Every line of the data must be copied exactly.

◆ Provided records
::::
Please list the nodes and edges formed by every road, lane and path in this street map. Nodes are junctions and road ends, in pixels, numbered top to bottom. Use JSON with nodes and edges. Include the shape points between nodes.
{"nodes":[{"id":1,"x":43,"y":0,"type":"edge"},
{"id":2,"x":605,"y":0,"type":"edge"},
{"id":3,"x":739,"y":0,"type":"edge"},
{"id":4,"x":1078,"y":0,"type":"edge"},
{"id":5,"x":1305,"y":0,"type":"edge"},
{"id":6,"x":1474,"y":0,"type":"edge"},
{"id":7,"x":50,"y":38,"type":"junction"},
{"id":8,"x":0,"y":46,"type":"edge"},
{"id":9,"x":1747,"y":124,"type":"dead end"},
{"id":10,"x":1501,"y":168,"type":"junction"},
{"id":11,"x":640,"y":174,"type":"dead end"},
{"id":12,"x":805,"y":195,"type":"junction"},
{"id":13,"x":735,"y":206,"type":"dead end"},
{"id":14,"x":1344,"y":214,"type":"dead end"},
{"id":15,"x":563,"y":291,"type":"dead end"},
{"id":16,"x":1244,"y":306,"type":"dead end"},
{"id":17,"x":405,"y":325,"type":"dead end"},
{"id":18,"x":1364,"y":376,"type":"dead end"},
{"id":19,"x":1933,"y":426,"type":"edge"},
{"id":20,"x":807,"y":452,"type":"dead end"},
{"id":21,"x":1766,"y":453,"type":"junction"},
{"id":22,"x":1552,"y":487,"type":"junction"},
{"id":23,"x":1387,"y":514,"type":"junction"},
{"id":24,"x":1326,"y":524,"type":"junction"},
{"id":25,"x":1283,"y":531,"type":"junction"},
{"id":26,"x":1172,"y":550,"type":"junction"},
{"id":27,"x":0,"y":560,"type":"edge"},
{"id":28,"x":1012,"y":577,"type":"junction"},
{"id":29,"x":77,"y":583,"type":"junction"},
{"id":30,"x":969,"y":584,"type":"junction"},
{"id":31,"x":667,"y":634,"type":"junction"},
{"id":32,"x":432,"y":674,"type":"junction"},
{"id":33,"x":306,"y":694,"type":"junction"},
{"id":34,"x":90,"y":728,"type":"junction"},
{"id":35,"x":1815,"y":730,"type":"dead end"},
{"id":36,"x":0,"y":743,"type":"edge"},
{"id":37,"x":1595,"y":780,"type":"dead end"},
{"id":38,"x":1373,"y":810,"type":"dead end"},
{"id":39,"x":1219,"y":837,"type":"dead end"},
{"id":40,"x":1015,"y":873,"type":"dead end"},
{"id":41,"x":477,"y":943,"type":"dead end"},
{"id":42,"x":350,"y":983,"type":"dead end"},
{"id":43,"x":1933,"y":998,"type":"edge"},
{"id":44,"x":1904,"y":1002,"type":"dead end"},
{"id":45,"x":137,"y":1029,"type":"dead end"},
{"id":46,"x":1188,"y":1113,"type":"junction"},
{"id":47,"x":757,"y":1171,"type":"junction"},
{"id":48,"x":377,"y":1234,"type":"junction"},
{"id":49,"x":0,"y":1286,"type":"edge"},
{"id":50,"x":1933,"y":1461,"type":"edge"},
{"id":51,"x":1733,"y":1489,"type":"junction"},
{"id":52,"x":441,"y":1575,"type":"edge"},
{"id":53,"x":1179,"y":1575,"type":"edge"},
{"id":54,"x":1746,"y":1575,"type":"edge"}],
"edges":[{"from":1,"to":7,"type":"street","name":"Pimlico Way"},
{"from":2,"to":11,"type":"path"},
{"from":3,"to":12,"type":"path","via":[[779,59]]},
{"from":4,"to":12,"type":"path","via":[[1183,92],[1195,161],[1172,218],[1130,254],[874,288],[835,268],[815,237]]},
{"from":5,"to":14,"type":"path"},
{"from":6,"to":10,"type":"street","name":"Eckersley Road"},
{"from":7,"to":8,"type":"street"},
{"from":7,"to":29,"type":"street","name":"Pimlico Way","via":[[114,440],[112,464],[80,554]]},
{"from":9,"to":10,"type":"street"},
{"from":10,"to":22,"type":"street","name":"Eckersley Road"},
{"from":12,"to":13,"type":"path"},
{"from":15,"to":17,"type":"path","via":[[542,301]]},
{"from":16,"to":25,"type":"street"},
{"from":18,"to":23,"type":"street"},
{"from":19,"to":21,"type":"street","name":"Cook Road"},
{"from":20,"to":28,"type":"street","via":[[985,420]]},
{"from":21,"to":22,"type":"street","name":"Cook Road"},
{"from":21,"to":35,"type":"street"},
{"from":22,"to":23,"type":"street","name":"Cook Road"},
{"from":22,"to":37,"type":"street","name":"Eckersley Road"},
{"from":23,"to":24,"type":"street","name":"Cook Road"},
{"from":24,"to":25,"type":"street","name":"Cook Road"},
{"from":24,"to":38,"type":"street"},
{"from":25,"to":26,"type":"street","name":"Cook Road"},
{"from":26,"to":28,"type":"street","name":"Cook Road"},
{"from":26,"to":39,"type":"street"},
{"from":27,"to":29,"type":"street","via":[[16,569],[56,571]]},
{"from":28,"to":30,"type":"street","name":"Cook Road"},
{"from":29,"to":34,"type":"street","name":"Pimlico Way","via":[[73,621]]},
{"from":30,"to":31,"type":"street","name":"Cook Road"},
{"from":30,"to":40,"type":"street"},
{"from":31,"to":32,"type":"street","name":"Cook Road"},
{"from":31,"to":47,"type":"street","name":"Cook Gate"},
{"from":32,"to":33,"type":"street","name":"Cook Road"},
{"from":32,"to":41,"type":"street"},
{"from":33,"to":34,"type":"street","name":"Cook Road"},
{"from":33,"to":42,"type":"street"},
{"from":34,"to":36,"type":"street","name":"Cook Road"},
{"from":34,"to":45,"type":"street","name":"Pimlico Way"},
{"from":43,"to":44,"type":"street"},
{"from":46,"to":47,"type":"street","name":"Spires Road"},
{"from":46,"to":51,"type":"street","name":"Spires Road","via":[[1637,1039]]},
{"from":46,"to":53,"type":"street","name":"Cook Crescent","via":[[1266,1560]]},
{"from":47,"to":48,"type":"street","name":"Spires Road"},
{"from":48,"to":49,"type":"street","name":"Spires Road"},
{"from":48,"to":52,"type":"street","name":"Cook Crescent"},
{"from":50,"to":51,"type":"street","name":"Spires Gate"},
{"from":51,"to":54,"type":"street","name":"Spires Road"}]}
::::
◆ Output for this task
Please list the nodes and edges formed by every road, lane and path in this street map. Nodes are junctions and road ends, in pixels, numbered top to bottom. Use JSON with nodes and edges. Include the shape points between nodes.
{"nodes":[{"id":1,"x":43,"y":0,"type":"edge"},
{"id":2,"x":605,"y":0,"type":"edge"},
{"id":3,"x":739,"y":0,"type":"edge"},
{"id":4,"x":1078,"y":0,"type":"edge"},
{"id":5,"x":1305,"y":0,"type":"edge"},
{"id":6,"x":1474,"y":0,"type":"edge"},
{"id":7,"x":50,"y":38,"type":"junction"},
{"id":8,"x":0,"y":46,"type":"edge"},
{"id":9,"x":1747,"y":124,"type":"dead end"},
{"id":10,"x":1501,"y":168,"type":"junction"},
{"id":11,"x":640,"y":174,"type":"dead end"},
{"id":12,"x":805,"y":195,"type":"junction"},
{"id":13,"x":735,"y":206,"type":"dead end"},
{"id":14,"x":1344,"y":214,"type":"dead end"},
{"id":15,"x":563,"y":291,"type":"dead end"},
{"id":16,"x":1244,"y":306,"type":"dead end"},
{"id":17,"x":405,"y":325,"type":"dead end"},
{"id":18,"x":1364,"y":376,"type":"dead end"},
{"id":19,"x":1933,"y":426,"type":"edge"},
{"id":20,"x":807,"y":452,"type":"dead end"},
{"id":21,"x":1766,"y":453,"type":"junction"},
{"id":22,"x":1552,"y":487,"type":"junction"},
{"id":23,"x":1387,"y":514,"type":"junction"},
{"id":24,"x":1326,"y":524,"type":"junction"},
{"id":25,"x":1283,"y":531,"type":"junction"},
{"id":26,"x":1172,"y":550,"type":"junction"},
{"id":27,"x":0,"y":560,"type":"edge"},
{"id":28,"x":1012,"y":577,"type":"junction"},
{"id":29,"x":77,"y":583,"type":"junction"},
{"id":30,"x":969,"y":584,"type":"junction"},
{"id":31,"x":667,"y":634,"type":"junction"},
{"id":32,"x":432,"y":674,"type":"junction"},
{"id":33,"x":306,"y":694,"type":"junction"},
{"id":34,"x":90,"y":728,"type":"junction"},
{"id":35,"x":1815,"y":730,"type":"dead end"},
{"id":36,"x":0,"y":743,"type":"edge"},
{"id":37,"x":1595,"y":780,"type":"dead end"},
{"id":38,"x":1373,"y":810,"type":"dead end"},
{"id":39,"x":1219,"y":837,"type":"dead end"},
{"id":40,"x":1015,"y":873,"type":"dead end"},
{"id":41,"x":477,"y":943,"type":"dead end"},
{"id":42,"x":350,"y":983,"type":"dead end"},
{"id":43,"x":1933,"y":998,"type":"edge"},
{"id":44,"x":1904,"y":1002,"type":"dead end"},
{"id":45,"x":137,"y":1029,"type":"dead end"},
{"id":46,"x":1188,"y":1113,"type":"junction"},
{"id":47,"x":757,"y":1171,"type":"junction"},
{"id":48,"x":377,"y":1234,"type":"junction"},
{"id":49,"x":0,"y":1286,"type":"edge"},
{"id":50,"x":1933,"y":1461,"type":"edge"},
{"id":51,"x":1733,"y":1489,"type":"junction"},
{"id":52,"x":441,"y":1575,"type":"edge"},
{"id":53,"x":1179,"y":1575,"type":"edge"},
{"id":54,"x":1746,"y":1575,"type":"edge"}],
"edges":[{"from":1,"to":7,"type":"street","name":"Pimlico Way"},
{"from":2,"to":11,"type":"path"},
{"from":3,"to":12,"type":"path","via":[[779,59]]},
{"from":4,"to":12,"type":"path","via":[[1183,92],[1195,161],[1172,218],[1130,254],[874,288],[835,268],[815,237]]},
{"from":5,"to":14,"type":"path"},
{"from":6,"to":10,"type":"street","name":"Eckersley Road"},
{"from":7,"to":8,"type":"street"},
{"from":7,"to":29,"type":"street","name":"Pimlico Way","via":[[114,440],[112,464],[80,554]]},
{"from":9,"to":10,"type":"street"},
{"from":10,"to":22,"type":"street","name":"Eckersley Road"},
{"from":12,"to":13,"type":"path"},
{"from":15,"to":17,"type":"path","via":[[542,301]]},
{"from":16,"to":25,"type":"street"},
{"from":18,"to":23,"type":"street"},
{"from":19,"to":21,"type":"street","name":"Cook Road"},
{"from":20,"to":28,"type":"street","via":[[985,420]]},
{"from":21,"to":22,"type":"street","name":"Cook Road"},
{"from":21,"to":35,"type":"street"},
{"from":22,"to":23,"type":"street","name":"Cook Road"},
{"from":22,"to":37,"type":"street","name":"Eckersley Road"},
{"from":23,"to":24,"type":"street","name":"Cook Road"},
{"from":24,"to":25,"type":"street","name":"Cook Road"},
{"from":24,"to":38,"type":"street"},
{"from":25,"to":26,"type":"street","name":"Cook Road"},
{"from":26,"to":28,"type":"street","name":"Cook Road"},
{"from":26,"to":39,"type":"street"},
{"from":27,"to":29,"type":"street","via":[[16,569],[56,571]]},
{"from":28,"to":30,"type":"street","name":"Cook Road"},
{"from":29,"to":34,"type":"street","name":"Pimlico Way","via":[[73,621]]},
{"from":30,"to":31,"type":"street","name":"Cook Road"},
{"from":30,"to":40,"type":"street"},
{"from":31,"to":32,"type":"street","name":"Cook Road"},
{"from":31,"to":47,"type":"street","name":"Cook Gate"},
{"from":32,"to":33,"type":"street","name":"Cook Road"},
{"from":32,"to":41,"type":"street"},
{"from":33,"to":34,"type":"street","name":"Cook Road"},
{"from":33,"to":42,"type":"street"},
{"from":34,"to":36,"type":"street","name":"Cook Road"},
{"from":34,"to":45,"type":"street","name":"Pimlico Way"},
{"from":43,"to":44,"type":"street"},
{"from":46,"to":47,"type":"street","name":"Spires Road"},
{"from":46,"to":51,"type":"street","name":"Spires Road","via":[[1637,1039]]},
{"from":46,"to":53,"type":"street","name":"Cook Crescent","via":[[1266,1560]]},
{"from":47,"to":48,"type":"street","name":"Spires Road"},
{"from":48,"to":49,"type":"street","name":"Spires Road"},
{"from":48,"to":52,"type":"street","name":"Cook Crescent"},
{"from":50,"to":51,"type":"street","name":"Spires Gate"},
{"from":51,"to":54,"type":"street","name":"Spires Road"}]}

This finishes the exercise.